4. This chapter explains three sequences of state transitions during TCP connection teardown. There is a fourth possible sequence, which traverses an additional arc (not shown in Figure 5.7) from FIN_WAIT_1 to TIME_WAIT and labeled FIN+ACK/ACK. Explain the circumstances that result in this fourth teardown sequence.
5. When closing a TCP connection, why is the two-segment-lifetime timeout not necessary on the transition from LAST_ACK to CLOSED?
6. A sender on a TCP connection that receives a 0 advertised window periodically probes the receiver to discover when the window becomes nonzero. Why would the receiver need an extra timer if it were responsible for reporting that its advertised window had become nonzero (i.e., if the sender did not probe)?

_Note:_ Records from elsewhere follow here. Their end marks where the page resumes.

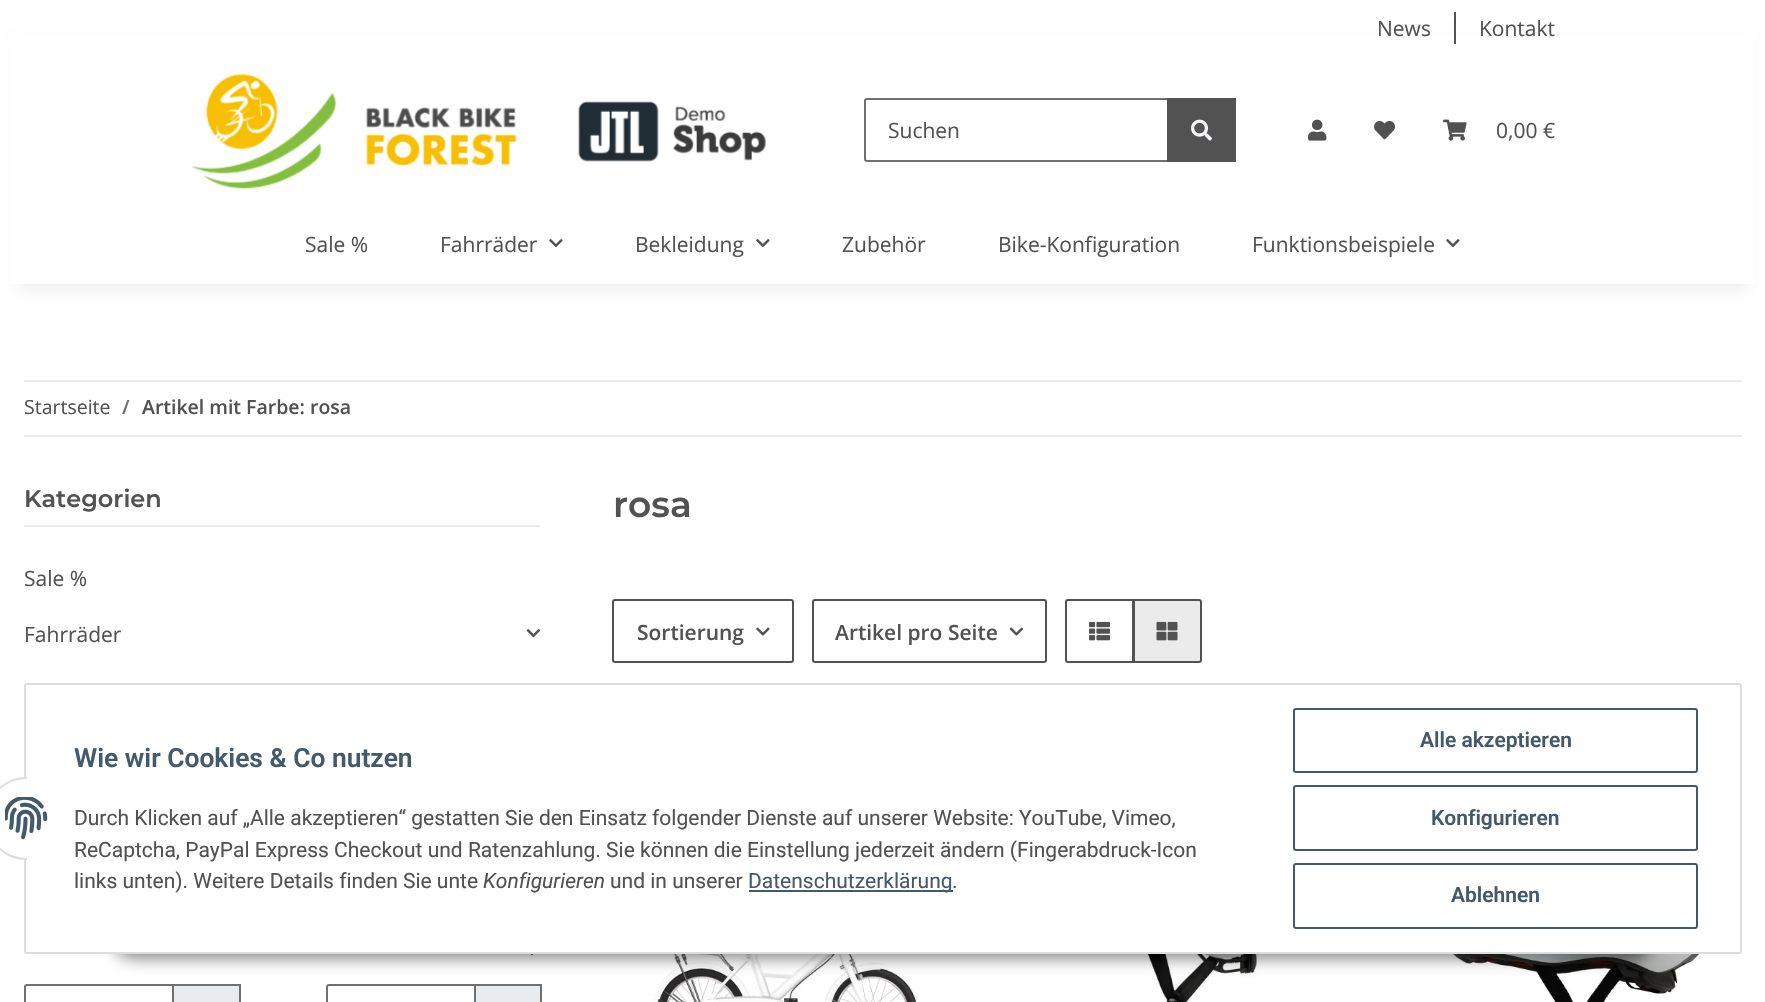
void draw(SkCanvas* canvas) {
    SkPaint paint;
    paint.setAntiAlias(true);
    canvas->clear(0xFFFFFFFF);
    paint.setColor(0x0F000000);
    paint.setMaskFilter(SkMaskFilter::MakeBlur(kNormal_SkBlurStyle, 7));
    canvas->drawRect(SkRect::MakeXYWH(18, 42, 1730, 248), paint);
    paint.setMaskFilter(nullptr);
    paint.setColor(0xFFFFFFFF);
    canvas->drawRect(SkRect::MakeXYWH(11, 35, 1744, 249), paint);
    SkFont font1(fontMgr->matchFamilyStyle("Open Sans", SkFontStyle::Normal()), 21);
    font1.setSubpixel(true);
    paint.setColor(0xFF525252);
    canvas->drawString("News", 1377, 36, font1, paint);
    canvas->drawRect(SkRect::MakeXYWH(1454, 12, 2, 32), paint);
    canvas->drawString("Kontakt", 1479, 36, font1, paint);
    canvas->drawImageRect(SkImages::DeferredFromEncodedData(SkData::MakeFromFileName("img1.png")), SkRect::MakeXYWH(191, 73, 575, 116), SkSamplingOptions());
    paint.setStyle(SkPaint::kStroke_Style);
    paint.setStrokeWidth(2);
    paint.setColor(0xFF707070);
    canvas->drawPath(SkPathBuilder().moveTo(867, 99).lineTo(1168, 99).lineTo(1168, 161).lineTo(867, 161).cubicTo(866, 161, 865, 160, 865, 159).lineTo(865, 101).cubicTo(865, 100, 866, 99, 867, 99).close().detach(), paint);
    paint.setStyle(SkPaint::kFill_Style);
    paint.setColor(0xFF525252);
    canvas->drawString("Suchen", 888, 138, font1, paint);
    canvas->drawRect(SkRect::MakeXYWH(1167, 98, 69, 64), paint);
    canvas->drawImageRect(SkImages::DeferredFromEncodedData(SkData::MakeFromFileName("img2.png")), SkRect::MakeXYWH(1191, 119, 21, 22), SkSamplingOptions());
    canvas->drawImageRect(SkImages::DeferredFromEncodedData(SkData::MakeFromFileName("img3.png")), SkRect::MakeXYWH(1308, 119, 19, 22), SkSamplingOptions());
    canvas->drawImageRect(SkImages::DeferredFromEncodedData(SkData::MakeFromFileName("img4.png")), SkRect::MakeXYWH(1374, 120, 21, 20), SkSamplingOptions());
    canvas->drawImageRect(SkImages::DeferredFromEncodedData(SkData::MakeFromFileName("img5.png")), SkRect::MakeXYWH(1443, 119, 24, 22), SkSamplingOptions());
    canvas->drawString("0,00 €", 1496, 138, font1, paint);
    canvas->drawString("Sale %", 305, 252, font1, paint);
    canvas->drawString("Fahrräder", 440, 252, font1, paint);
    canvas->drawImageRect(SkImages::DeferredFromEncodedData(SkData::MakeFromFileName("img6.png")), SkRect::MakeXYWH(549, 239, 14, 9), SkSamplingOptions());
    canvas->drawString("Bekleidung", 635, 252, font1, paint);
    canvas->drawImageRect(SkImages::DeferredFromEncodedData(SkData::MakeFromFileName("img6.png")), SkRect::MakeXYWH(756, 239, 14, 9), SkSamplingOptions());
    canvas->drawString("Zubehör", 842, 252, font1, paint);
    canvas->drawString("Bike-Konfiguration", 998, 252, font1, paint);
    canvas->drawString("Funktionsbeispiele", 1252, 252, font1, paint);
    canvas->drawImageRect(SkImages::DeferredFromEncodedData(SkData::MakeFromFileName("img6.png")), SkRect::MakeXYWH(1446, 239, 14, 9), SkSamplingOptions());
    paint.setColor(0xFFEBEBEB);
    canvas->drawRect(SkRect::MakeXYWH(24, 380, 1718, 2), paint);
    canvas->drawRect(SkRect::MakeXYWH(24, 435, 1718, 2), paint);
    SkFont font2(fontMgr->matchFamilyStyle("Open Sans", SkFontStyle::Normal()), 19.5f);
    font2.setSubpixel(true);
    paint.setColor(0xFF525252);
    canvas->drawString("Startseite", 24, 414, font2, paint);
    SkFont font3(fontMgr->matchFamilyStyle("Open Sans", SkFontStyle(600, SkFontStyle::kNormal_Width, SkFontStyle::kUpright_Slant)), 19.5f);
    font3.setSubpixel(true);
    paint.setColor(0xFF707070);
    canvas->drawString("/", 122, 414, font3, paint);
    paint.setColor(0xFF525252);
    canvas->drawString("Artikel mit Farbe: rosa", 142, 414, font3, paint);
    paint.setColor(0xFFEBEBEB);
    canvas->drawRect(SkRect::MakeXYWH(24, 525, 516, 2), paint);
    SkFont font4(fontMgr->matchFamilyStyle("Montserrat", SkFontStyle(600, SkFontStyle::kNormal_Width, SkFontStyle::kUpright_Slant)), 24);
    font4.setSubpixel(true);
    paint.setColor(0xFF525252);
    canvas->drawString("Kategorien", 24, 507, font4, paint);
    canvas->drawString("Sale %", 24, 586, font1, paint);
    canvas->drawString("Fahrräder", 24, 642, font1, paint);
    canvas->drawImageRect(SkImages::DeferredFromEncodedData(SkData::MakeFromFileName("img7.png")), SkRect::MakeXYWH(526, 629, 15, 9), SkSamplingOptions());
    canvas->drawImageRect(SkImages::DeferredFromEncodedData(SkData::MakeFromFileName("img8.png")), SkRect::MakeXYWH(530, 954, 4, 2), SkSamplingOptions());
    paint.setStyle(SkPaint::kStroke_Style);
    paint.setColor(0xFF707070);
    canvas->drawPath(SkPathBuilder().moveTo(27, 985).lineTo(173, 985).lineTo(173, 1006).lineTo(27, 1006).cubicTo(26, 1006, 25, 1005, 25, 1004).lineTo(25, 987).cubicTo(25, 986, 26, 985, 27, 985).close().detach(), paint);
    paint.setStyle(SkPaint::kFill_Style);
    paint.setColor(0xFFE9ECEF);
    canvas->drawRect(SkRect::MakeXYWH(174, 986, 65, 16), paint);
    paint.setColor(0xFF707070);
    canvas->drawRect(SkRect::MakeXYWH(174, 984, 66, 2), paint);
    canvas->drawRect(SkRect::MakeXYWH(239, 984, 2, 18), paint);
    paint.setStyle(SkPaint::kStroke_Style);
    canvas->drawPath(SkPathBuilder().moveTo(329, 985).lineTo(475, 985).lineTo(475, 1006).lineTo(329, 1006).cubicTo(328, 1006, 327, 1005, 327, 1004).lineTo(327, 987).cubicTo(327, 986, 328, 985, 329, 985).close().detach(), paint);
    paint.setStyle(SkPaint::kFill_Style);
    paint.setColor(0xFFE9ECEF);
    canvas->drawRect(SkRect::MakeXYWH(476, 986, 64, 16), paint);
    paint.setColor(0xFF707070);
    canvas->drawRect(SkRect::MakeXYWH(476, 984, 66, 2), paint);
    canvas->drawRect(SkRect::MakeXYWH(540, 984, 2, 18), paint);
    SkFont font5(fontMgr->matchFamilyStyle("Montserrat", SkFontStyle(600, SkFontStyle::kNormal_Width, SkFontStyle::kUpright_Slant)), 36);
    font5.setSubpixel(true);
    paint.setColor(0xFF525252);
    canvas->drawString("rosa", 613, 517, font5, paint);
    paint.setStyle(SkPaint::kStroke_Style);
    canvas->drawRoundRect(SkRect::MakeXYWH(613, 600, 180, 62), 2, 2, paint);
    SkFont font6(fontMgr->matchFamilyStyle("Open Sans", SkFontStyle(600, SkFontStyle::kNormal_Width, SkFontStyle::kUpright_Slant)), 21);
    font6.setSubpixel(true);
    paint.setStyle(SkPaint::kFill_Style);
    canvas->drawString("Sortierung", 637, 640, font6, paint);
    canvas->drawImageRect(SkImages::DeferredFromEncodedData(SkData::MakeFromFileName("img9.png")), SkRect::MakeXYWH(756, 627, 14, 9), SkSamplingOptions());
    paint.setStyle(SkPaint::kStroke_Style);
    canvas->drawRoundRect(SkRect::MakeXYWH(813, 600, 233, 62), 2, 2, paint);
    paint.setStyle(SkPaint::kFill_Style);
    canvas->drawString("Artikel pro Seite", 835, 640, font6, paint);
    canvas->drawImageRect(SkImages::DeferredFromEncodedData(SkData::MakeFromFileName("img10.png")), SkRect::MakeXYWH(1009, 627, 14, 9), SkSamplingOptions());
    paint.setStyle(SkPaint::kStroke_Style);
    canvas->drawPath(SkPathBuilder().moveTo(1068, 600).lineTo(1133, 600).lineTo(1133, 662).lineTo(1068, 662).cubicTo(1067, 662, 1066, 661, 1066, 660).lineTo(1066, 602).cubicTo(1066, 601, 1067, 600, 1068, 600).close().detach(), paint);
    canvas->drawImageRect(SkImages::DeferredFromEncodedData(SkData::MakeFromFileName("img11.png")), SkRect::MakeXYWH(1089, 621, 21, 20), SkSamplingOptions());
    paint.setStyle(SkPaint::kFill_Style);
    paint.setColor(0xFFEBEBEB);
    canvas->drawPath(SkPathBuilder().moveTo(1134, 600).lineTo(1199, 600).cubicTo(1200, 600, 1201, 601, 1201, 602).lineTo(1201, 660).cubicTo(1201, 661, 1200, 662, 1199, 662).lineTo(1134, 662).close().detach(), paint);
    paint.setStyle(SkPaint::kStroke_Style);
    paint.setColor(0xFF525252);
    canvas->drawPath(SkPathBuilder().moveTo(1134, 600).lineTo(1199, 600).cubicTo(1200, 600, 1201, 601, 1201, 602).lineTo(1201, 660).cubicTo(1201, 661, 1200, 662, 1199, 662).lineTo(1134, 662).close().detach(), paint);
    canvas->drawImageRect(SkImages::DeferredFromEncodedData(SkData::MakeFromFileName("img12.png")), SkRect::MakeXYWH(1156, 621, 22, 20), SkSamplingOptions());
    canvas->drawImageRect(SkImages::DeferredFromEncodedData(SkData::MakeFromFileName("img13.png")), SkRect::MakeXYWH(653, 954, 264, 48), SkSamplingOptions());
    canvas->drawImageRect(SkImages::DeferredFromEncodedData(SkData::MakeFromFileName("img14.png")), SkRect::MakeXYWH(1077, 954, 201, 48), SkSamplingOptions());
    canvas->drawImageRect(SkImages::DeferredFromEncodedData(SkData::MakeFromFileName("img15.png")), SkRect::MakeXYWH(1451, 954, 256, 48), SkSamplingOptions());
    paint.setStyle(SkPaint::kFill_Style);
    paint.setColor(0x73000000);
    paint.setMaskFilter(SkMaskFilter::MakeBlur(kNormal_SkBlurStyle, 7.5f));
    canvas->drawRoundRect(SkRect::MakeXYWH(111, 911, 1544, 48), 24, 24, paint);
    paint.setMaskFilter(nullptr);
    paint.setColor(0xFFFFFFFF);
    canvas->drawRoundRect(SkRect::MakeXYWH(25, 684, 1716, 269), 2, 2, paint);
    paint.setStyle(SkPaint::kStroke_Style);
    paint.setColor(0xFFDDDDDD);
    canvas->drawRoundRect(SkRect::MakeXYWH(25, 684, 1716, 269), 2, 2, paint);
    paint.setStyle(SkPaint::kFill_Style);
    paint.setColor(0xFFFFFFFF);
    canvas->drawCircle(26.5f, 818.5f, 40.5f, paint);
    paint.setStyle(SkPaint::kStroke_Style);
    paint.setColor(0xFFDDDDDD);
    canvas->drawCircle(26.5f, 818.5f, 40.5f, paint);
    paint.setStyle(SkPaint::kFill_Style);
    paint.setColor(0xFFFFFFFF);
    canvas->drawRect(SkRect::MakeXYWH(27, 777, 41, 83), paint);
    canvas->drawImageRect(SkImages::DeferredFromEncodedData(SkData::MakeFromFileName("img16.png")), SkRect::MakeXYWH(5, 797, 43, 43), SkSamplingOptions());
    SkFont font7(fontMgr->matchFamilyStyle("Roboto", SkFontStyle(600, SkFontStyle::kNormal_Width, SkFontStyle::kUpright_Slant)), 26.4f);
    font7.setSubpixel(true);
    paint.setColor(0xFF435A6B);
    canvas->drawString("Wie wir Cookies & Co nutzen", 74, 767, font7, paint);
    SkFont font8(fontMgr->matchFamilyStyle("Roboto", SkFontStyle::Normal()), 21);
    font8.setSubpixel(true);
    paint.setColor(0xFF525252);
    canvas->drawString("Durch Klicken auf „Alle akzeptieren“ gestatten Sie den Einsatz folgender Dienste auf unserer Website: YouTube, Vimeo,", 74, 825, font8, paint);
    canvas->drawString("ReCaptcha, PayPal Express Checkout und Ratenzahlung. Sie können die Einstellung jederzeit ändern (Fingerabdruck-Icon", 74, 857, font8, paint);
    canvas->drawString("links unten). Weitere Details finden Sie unte", 74, 888, font8, paint);
    SkFont font9(fontMgr->matchFamilyStyle("Roboto", SkFontStyle::Italic()), 21);
    font9.setSubpixel(true);
    canvas->drawString("Konfigurieren", 483, 888, font9, paint);
    canvas->drawString("und in unserer", 610, 888, font8, paint);
    paint.setColor(0xFF435A6B);
    canvas->drawRect(SkRect::MakeXYWH(749, 890, 204, 2), paint);
    canvas->drawString("Datenschutzerklärung", 748, 888, font8, paint);
    paint.setColor(0xFF525252);
    canvas->drawString(".", 952, 888, font8, paint);
    paint.setStyle(SkPaint::kStroke_Style);
    paint.setColor(0xFF435A6B);
    canvas->drawRoundRect(SkRect::MakeXYWH(1294, 709, 403, 63), 2, 2, paint);
    SkFont font10(fontMgr->matchFamilyStyle("Roboto", SkFontStyle(600, SkFontStyle::kNormal_Width, SkFontStyle::kUpright_Slant)), 21);
    font10.setSubpixel(true);
    paint.setStyle(SkPaint::kFill_Style);
    canvas->drawString("Alle akzeptieren", 1420, 747, font10, paint);
    paint.setStyle(SkPaint::kStroke_Style);
    canvas->drawRoundRect(SkRect::MakeXYWH(1294, 786, 403, 64), 2, 2, paint);
    paint.setStyle(SkPaint::kFill_Style);
    canvas->drawString("Konfigurieren", 1431, 825, font10, paint);
    paint.setStyle(SkPaint::kStroke_Style);
    canvas->drawRoundRect(SkRect::MakeXYWH(1294, 864, 403, 64), 2, 2, paint);
    paint.setStyle(SkPaint::kFill_Style);
    canvas->drawString("Ablehnen", 1451, 902, font10, paint);
}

7. Read the man page (or Windows equivalent) for the Unix/Windows utility netstat. Use netstat to see the state of the local TCP connections. Find out how long closing connections spend in TIME_WAIT.
8. The sequence number field in the TCP header is 32 bits long, which is big enough to cover over 4 billion bytes of data. Even if this many bytes were never transferred over a single connection, why might the sequence number still wrap around from 232−1 to 0?
9. You are hired to design a reliable byte-stream protocol that uses a sliding window (like TCP). This protocol will run over a 100-Mbps network. The RTT of the network is 100 ms, and the maximum segment lifetime is 60 seconds.
1. (a) How many bits would you include in the AdvertisedWindow and SequenceNum fields of your protocol header?
2. (b) How would you determine the numbers given above, and which values might be less certain?
10. You are hired to design a reliable byte-stream protocol that uses a sliding window (like TCP). This protocol will run over a 1-Gbps network. The RTT of the network is 140 ms, and the maximum segment lifetime is 60 seconds. How many bits would you include in the AdvertisedWindow and SequenceNum fields of your protocol header?

11. Suppose a host wants to establish the reliability of a link by sending packets and measuring the percentage that is received; routers, for example, do this. Explain the difficulty doing this over a TCP connection.
12. Suppose TCP operates over a 1-Gbps link.
1. (a) Assuming TCP could utilize the full bandwidth continuously, how long would it take the sequence numbers to wrap around completely?
2. (b) Suppose an added 32-bit timestamp field increments 1000 times during the wraparound time you found above. How long would it take for the timestamp to wrap around?
13. Suppose TCP operates over a 40-Gbps STS-768 link.
1. (a) Assuming TCP could utilize the full bandwidth continuously, how long would it take the sequence numbers to wrap around completely?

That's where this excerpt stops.